Collected data
=== Section Start ===
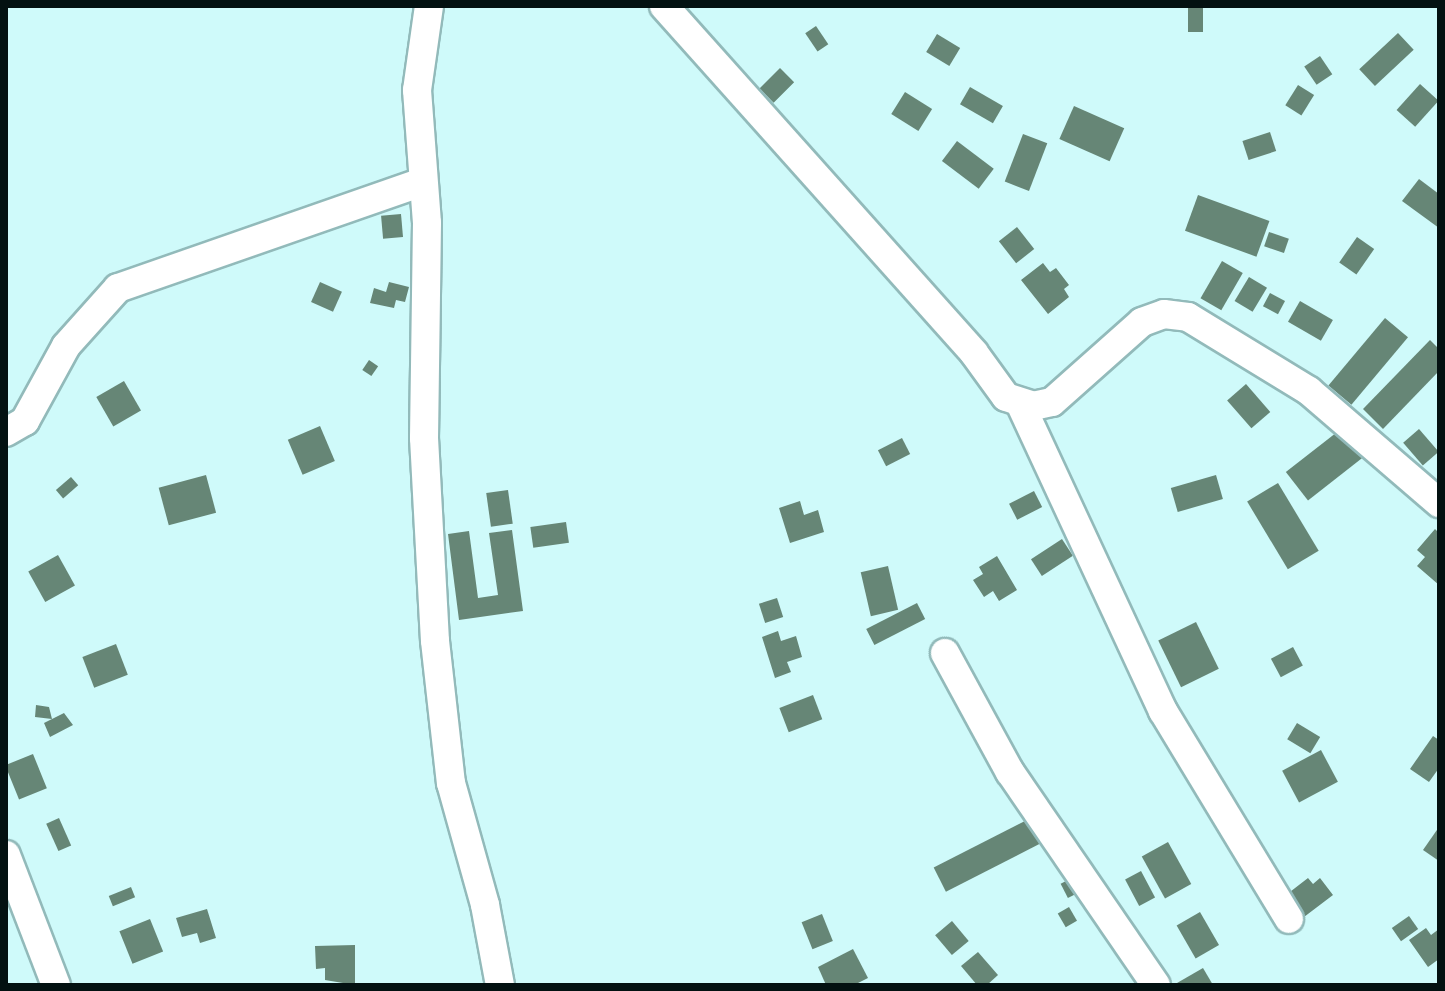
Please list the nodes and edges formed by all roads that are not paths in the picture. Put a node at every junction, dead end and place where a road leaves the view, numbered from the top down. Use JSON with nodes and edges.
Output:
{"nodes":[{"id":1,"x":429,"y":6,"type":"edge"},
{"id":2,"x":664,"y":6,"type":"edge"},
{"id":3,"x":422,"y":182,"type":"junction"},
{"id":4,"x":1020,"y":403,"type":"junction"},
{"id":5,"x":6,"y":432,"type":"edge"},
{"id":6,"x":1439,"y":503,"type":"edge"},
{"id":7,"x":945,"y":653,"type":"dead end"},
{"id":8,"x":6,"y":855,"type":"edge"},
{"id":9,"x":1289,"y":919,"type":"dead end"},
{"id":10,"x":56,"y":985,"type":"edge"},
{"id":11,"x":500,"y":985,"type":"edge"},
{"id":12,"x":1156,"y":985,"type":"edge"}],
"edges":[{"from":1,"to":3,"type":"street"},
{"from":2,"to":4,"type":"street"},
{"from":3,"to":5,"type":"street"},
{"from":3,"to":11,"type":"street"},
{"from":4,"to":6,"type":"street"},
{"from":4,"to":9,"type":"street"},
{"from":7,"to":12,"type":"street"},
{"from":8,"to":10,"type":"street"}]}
=== Section End ===
# Your assignment:
Copy every line of the data word for word, omitting the images.

# Answer to the exercise:
Please list the nodes and edges formed by all roads that are not paths in the picture. Put a node at every junction, dead end and place where a road leaves the view, numbered from the top down. Use JSON with nodes and edges.
Output:
{"nodes":[{"id":1,"x":429,"y":6,"type":"edge"},
{"id":2,"x":664,"y":6,"type":"edge"},
{"id":3,"x":422,"y":182,"type":"junction"},
{"id":4,"x":1020,"y":403,"type":"junction"},
{"id":5,"x":6,"y":432,"type":"edge"},
{"id":6,"x":1439,"y":503,"type":"edge"},
{"id":7,"x":945,"y":653,"type":"dead end"},
{"id":8,"x":6,"y":855,"type":"edge"},
{"id":9,"x":1289,"y":919,"type":"dead end"},
{"id":10,"x":56,"y":985,"type":"edge"},
{"id":11,"x":500,"y":985,"type":"edge"},
{"id":12,"x":1156,"y":985,"type":"edge"}],
"edges":[{"from":1,"to":3,"type":"street"},
{"from":2,"to":4,"type":"street"},
{"from":3,"to":5,"type":"street"},
{"from":3,"to":11,"type":"street"},
{"from":4,"to":6,"type":"street"},
{"from":4,"to":9,"type":"street"},
{"from":7,"to":12,"type":"street"},
{"from":8,"to":10,"type":"street"}]}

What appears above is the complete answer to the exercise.